Il Pd, invece, sceglie di puntare sui collegi uninominali. Nel documento approvato all’Assemblea nazionale si propone il doppio turno che, presumiamo, implichi l’adesione al modello elettorale francese. A parte gli scarsi consensi che da sempre riscontra tra le forze politiche, è difficile spiegare perché il Pd prediliga un sistema elettorale che lo svantaggia, con Lega e Pdl a fare il pieno nei collegi lombardi e veneti. Forse è un retaggio della retorica referendaria in voga nei primi anni ‘90, quando il Pds occhettiano diede un’entusiastica quanto controproducente adesione all’uninominale maggioritario: sconfitta secca nel ‘94, maggioranza condizionata da Rifondazione nel ‘96. Fu allora che si consolidò a sinistra il pregiudizio nei confronti del sistema tedesco, visto come modello privilegiato dalla partitocrazia. Come sia andata a finire lo dimostra la faticosa ripresa dalle macerie dell’era Prodi che ancora oggi affligge i riformisti.

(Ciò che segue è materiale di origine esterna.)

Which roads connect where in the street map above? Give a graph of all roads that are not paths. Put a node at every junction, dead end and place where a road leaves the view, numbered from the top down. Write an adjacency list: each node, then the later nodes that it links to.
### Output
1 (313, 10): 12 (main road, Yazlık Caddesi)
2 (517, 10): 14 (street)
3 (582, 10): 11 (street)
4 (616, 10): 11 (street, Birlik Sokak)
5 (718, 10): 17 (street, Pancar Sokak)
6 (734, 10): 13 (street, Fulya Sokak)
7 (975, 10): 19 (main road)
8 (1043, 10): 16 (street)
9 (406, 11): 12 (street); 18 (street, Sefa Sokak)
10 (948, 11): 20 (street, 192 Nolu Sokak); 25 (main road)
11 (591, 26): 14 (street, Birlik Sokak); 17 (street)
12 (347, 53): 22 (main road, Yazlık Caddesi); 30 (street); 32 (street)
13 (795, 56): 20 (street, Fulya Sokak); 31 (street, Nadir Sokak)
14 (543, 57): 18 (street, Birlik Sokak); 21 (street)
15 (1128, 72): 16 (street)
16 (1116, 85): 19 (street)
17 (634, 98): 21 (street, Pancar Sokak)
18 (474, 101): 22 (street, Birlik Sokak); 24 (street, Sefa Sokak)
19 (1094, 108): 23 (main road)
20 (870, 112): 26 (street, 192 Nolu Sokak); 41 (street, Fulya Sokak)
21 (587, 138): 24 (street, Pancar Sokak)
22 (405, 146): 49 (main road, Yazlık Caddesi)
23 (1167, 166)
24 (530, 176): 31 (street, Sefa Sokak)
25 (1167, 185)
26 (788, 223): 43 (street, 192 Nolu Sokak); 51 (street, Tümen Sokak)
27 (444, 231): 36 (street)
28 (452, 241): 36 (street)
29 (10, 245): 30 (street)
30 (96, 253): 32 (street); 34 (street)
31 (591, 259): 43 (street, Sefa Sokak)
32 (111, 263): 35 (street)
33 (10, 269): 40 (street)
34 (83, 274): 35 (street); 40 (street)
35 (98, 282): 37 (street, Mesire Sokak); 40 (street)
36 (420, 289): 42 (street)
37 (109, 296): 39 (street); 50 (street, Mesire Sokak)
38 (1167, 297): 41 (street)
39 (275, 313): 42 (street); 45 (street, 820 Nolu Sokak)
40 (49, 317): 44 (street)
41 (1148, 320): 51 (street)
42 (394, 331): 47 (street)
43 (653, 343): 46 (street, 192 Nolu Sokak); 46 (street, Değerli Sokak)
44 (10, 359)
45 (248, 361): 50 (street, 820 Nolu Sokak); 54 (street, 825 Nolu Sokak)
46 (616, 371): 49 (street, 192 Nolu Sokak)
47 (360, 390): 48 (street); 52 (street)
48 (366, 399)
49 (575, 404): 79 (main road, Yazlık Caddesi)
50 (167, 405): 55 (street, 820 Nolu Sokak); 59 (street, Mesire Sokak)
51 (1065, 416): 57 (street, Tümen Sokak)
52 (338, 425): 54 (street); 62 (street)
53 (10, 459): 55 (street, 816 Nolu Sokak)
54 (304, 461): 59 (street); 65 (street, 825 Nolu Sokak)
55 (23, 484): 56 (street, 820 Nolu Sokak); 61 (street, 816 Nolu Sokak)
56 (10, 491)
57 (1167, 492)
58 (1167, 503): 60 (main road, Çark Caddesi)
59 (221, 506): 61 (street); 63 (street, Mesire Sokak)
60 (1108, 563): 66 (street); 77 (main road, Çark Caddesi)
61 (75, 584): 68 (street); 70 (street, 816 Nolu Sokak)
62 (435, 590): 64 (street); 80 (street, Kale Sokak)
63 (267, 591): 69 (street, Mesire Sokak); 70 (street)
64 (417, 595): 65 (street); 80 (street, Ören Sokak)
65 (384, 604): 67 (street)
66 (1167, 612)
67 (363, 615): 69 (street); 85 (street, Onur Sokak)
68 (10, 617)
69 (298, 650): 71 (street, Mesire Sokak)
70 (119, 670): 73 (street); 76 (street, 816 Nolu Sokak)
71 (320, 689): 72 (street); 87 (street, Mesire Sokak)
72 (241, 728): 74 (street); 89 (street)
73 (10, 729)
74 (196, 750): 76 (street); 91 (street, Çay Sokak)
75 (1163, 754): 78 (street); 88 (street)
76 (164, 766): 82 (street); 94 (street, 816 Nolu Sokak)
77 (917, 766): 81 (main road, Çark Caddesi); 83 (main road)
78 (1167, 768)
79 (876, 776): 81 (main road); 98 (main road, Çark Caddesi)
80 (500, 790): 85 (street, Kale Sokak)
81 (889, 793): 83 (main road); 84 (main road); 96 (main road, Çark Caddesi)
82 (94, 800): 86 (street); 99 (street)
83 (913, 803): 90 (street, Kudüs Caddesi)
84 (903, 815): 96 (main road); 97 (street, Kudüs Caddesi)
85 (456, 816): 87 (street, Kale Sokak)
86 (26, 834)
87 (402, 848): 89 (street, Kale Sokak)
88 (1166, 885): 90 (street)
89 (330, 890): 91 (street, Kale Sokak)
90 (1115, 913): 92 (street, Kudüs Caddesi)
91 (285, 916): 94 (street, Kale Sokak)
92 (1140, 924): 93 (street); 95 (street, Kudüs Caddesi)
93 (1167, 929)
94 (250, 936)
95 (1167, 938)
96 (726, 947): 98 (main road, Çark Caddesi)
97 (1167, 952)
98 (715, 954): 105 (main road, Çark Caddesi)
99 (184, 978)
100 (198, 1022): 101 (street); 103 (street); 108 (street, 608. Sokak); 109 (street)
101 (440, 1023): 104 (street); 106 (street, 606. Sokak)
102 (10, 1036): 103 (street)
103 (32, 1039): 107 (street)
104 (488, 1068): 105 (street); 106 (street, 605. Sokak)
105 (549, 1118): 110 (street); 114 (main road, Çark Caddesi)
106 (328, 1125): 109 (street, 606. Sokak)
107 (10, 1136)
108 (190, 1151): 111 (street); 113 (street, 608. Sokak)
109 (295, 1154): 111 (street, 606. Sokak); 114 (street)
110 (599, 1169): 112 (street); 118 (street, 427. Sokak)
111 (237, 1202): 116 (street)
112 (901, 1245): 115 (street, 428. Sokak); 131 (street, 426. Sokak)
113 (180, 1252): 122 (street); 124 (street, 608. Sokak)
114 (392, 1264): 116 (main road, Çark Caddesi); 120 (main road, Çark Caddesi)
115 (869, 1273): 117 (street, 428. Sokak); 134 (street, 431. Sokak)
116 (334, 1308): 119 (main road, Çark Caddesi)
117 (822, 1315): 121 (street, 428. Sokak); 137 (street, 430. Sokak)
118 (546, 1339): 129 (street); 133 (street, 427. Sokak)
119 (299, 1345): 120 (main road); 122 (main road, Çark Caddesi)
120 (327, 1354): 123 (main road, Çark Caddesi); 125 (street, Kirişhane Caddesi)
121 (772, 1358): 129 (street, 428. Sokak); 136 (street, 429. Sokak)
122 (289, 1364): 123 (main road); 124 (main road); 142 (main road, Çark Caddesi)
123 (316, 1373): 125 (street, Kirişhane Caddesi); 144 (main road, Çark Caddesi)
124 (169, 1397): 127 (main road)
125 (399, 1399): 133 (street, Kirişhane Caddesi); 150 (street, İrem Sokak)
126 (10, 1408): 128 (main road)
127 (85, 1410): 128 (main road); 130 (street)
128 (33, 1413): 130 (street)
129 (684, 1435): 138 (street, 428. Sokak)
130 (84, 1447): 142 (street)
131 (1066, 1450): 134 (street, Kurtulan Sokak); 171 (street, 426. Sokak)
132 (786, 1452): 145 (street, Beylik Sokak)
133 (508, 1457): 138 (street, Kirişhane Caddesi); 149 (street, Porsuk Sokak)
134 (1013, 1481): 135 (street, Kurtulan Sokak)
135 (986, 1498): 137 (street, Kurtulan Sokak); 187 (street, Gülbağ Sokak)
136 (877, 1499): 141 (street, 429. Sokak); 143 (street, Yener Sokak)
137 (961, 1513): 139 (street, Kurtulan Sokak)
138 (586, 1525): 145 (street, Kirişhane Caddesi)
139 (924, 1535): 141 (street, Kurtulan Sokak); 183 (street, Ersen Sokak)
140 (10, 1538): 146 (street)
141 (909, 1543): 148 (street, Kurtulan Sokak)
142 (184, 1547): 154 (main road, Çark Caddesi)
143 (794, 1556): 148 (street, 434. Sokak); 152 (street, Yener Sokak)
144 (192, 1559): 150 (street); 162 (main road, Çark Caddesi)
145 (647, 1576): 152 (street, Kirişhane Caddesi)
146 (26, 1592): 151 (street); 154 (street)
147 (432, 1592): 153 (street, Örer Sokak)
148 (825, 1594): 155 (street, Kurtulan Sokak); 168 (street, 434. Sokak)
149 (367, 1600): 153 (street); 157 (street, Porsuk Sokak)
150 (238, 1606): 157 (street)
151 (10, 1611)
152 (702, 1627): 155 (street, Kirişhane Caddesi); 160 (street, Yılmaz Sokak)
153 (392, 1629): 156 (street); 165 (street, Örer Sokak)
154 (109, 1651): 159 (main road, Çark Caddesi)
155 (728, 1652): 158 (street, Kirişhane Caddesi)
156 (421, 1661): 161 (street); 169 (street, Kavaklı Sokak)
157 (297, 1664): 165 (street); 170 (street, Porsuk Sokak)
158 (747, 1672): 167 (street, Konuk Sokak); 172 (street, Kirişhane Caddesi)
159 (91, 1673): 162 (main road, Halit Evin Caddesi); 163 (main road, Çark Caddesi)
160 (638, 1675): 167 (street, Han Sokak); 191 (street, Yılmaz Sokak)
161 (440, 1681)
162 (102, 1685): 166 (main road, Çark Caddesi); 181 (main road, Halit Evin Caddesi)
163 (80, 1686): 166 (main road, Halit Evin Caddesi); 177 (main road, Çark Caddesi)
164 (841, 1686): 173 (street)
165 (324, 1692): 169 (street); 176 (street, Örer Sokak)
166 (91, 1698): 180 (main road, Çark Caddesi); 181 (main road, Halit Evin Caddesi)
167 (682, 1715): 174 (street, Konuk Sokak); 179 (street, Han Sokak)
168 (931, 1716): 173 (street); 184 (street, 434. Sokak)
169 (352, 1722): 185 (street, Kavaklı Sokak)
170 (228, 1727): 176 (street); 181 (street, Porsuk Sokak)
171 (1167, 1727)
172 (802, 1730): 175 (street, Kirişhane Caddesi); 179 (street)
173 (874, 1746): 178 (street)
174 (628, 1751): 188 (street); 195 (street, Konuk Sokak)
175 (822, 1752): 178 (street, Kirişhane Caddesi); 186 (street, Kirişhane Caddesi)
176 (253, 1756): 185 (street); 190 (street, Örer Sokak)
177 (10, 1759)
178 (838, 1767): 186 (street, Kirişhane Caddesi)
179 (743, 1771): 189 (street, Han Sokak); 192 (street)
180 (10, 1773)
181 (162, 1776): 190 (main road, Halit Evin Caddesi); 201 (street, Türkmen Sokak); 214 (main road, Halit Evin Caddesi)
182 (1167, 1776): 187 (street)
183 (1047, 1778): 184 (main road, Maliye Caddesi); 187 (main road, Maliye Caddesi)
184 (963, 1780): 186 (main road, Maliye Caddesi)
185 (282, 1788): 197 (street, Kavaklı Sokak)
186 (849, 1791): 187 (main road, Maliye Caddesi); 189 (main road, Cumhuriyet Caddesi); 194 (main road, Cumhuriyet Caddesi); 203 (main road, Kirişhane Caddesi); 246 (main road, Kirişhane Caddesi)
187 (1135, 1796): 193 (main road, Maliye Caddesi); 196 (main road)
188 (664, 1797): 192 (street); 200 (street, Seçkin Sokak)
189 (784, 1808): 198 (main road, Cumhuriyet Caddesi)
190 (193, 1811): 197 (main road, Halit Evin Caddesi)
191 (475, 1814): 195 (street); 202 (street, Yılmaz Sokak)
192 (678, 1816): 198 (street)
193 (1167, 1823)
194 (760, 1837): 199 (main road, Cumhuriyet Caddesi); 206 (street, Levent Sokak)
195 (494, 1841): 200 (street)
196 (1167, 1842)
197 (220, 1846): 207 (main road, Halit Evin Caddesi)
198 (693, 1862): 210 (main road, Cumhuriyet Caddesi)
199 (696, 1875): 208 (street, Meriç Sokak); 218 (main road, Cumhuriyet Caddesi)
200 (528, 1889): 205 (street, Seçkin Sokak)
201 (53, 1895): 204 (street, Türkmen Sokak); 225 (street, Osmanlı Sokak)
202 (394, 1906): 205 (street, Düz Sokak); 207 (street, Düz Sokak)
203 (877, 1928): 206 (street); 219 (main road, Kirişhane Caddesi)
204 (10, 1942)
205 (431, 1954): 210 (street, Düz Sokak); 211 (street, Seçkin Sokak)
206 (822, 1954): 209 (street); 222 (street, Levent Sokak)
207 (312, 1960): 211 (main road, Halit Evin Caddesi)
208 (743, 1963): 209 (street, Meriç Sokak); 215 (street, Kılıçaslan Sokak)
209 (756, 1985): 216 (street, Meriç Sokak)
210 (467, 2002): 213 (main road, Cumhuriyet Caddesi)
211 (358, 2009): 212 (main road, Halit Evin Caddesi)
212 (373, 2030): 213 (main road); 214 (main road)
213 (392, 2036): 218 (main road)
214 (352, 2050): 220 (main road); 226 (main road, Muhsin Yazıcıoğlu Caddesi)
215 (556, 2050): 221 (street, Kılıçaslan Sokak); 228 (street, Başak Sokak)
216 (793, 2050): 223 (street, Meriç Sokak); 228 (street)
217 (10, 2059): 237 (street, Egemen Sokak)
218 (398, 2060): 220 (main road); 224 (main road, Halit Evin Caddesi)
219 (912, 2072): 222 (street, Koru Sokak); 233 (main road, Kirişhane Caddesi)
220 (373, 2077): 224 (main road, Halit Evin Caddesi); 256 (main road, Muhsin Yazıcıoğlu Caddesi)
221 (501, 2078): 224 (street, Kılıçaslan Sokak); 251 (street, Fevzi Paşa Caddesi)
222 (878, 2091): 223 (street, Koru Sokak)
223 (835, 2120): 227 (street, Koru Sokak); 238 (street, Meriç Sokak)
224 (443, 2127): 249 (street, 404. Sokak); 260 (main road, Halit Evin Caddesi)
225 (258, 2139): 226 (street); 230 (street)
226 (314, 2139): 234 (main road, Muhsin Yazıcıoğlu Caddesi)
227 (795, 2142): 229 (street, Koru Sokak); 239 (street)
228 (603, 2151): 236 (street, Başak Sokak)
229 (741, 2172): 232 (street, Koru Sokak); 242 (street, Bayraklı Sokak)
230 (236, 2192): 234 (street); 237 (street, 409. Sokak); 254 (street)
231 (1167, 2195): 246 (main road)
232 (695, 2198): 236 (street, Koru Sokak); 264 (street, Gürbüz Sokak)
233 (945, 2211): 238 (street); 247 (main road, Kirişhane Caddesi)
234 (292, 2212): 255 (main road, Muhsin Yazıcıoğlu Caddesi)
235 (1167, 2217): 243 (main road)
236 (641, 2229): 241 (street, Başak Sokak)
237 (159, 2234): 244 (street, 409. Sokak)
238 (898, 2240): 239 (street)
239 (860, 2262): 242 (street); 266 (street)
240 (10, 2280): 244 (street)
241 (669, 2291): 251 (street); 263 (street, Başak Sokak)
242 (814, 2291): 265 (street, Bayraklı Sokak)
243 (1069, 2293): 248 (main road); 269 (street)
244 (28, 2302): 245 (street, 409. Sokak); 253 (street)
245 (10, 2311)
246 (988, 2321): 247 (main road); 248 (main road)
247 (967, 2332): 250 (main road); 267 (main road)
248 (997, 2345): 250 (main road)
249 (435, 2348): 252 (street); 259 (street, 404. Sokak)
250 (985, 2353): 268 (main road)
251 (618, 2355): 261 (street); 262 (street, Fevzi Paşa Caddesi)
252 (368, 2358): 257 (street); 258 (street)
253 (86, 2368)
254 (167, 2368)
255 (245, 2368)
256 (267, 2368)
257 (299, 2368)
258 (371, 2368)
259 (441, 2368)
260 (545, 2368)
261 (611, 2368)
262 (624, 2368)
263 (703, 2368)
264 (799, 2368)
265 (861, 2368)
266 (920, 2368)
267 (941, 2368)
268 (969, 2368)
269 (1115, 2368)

Il doppio turno porta con sé il semi-presidenzialismo e viceversa. Il primo non è gradito alla destra, il secondo a buona parte della sinistra. E infatti il Pd vuole legare il doppio turno al modello Westminster. Una combinazione che non ha precedenti in alcun sistema politico. Ma, si sa, alla fantasia (e alla confusione ?) non ci sono limiti. Se poi si confida nella scarsa disponibilità degli elettori del centrodestra a recarsi alle urne in una competizione a doppio turno, si rischia di sottovalutare la coesione di quel blocco sociale e culturale. Come hanno dimostrato le regionali laziali.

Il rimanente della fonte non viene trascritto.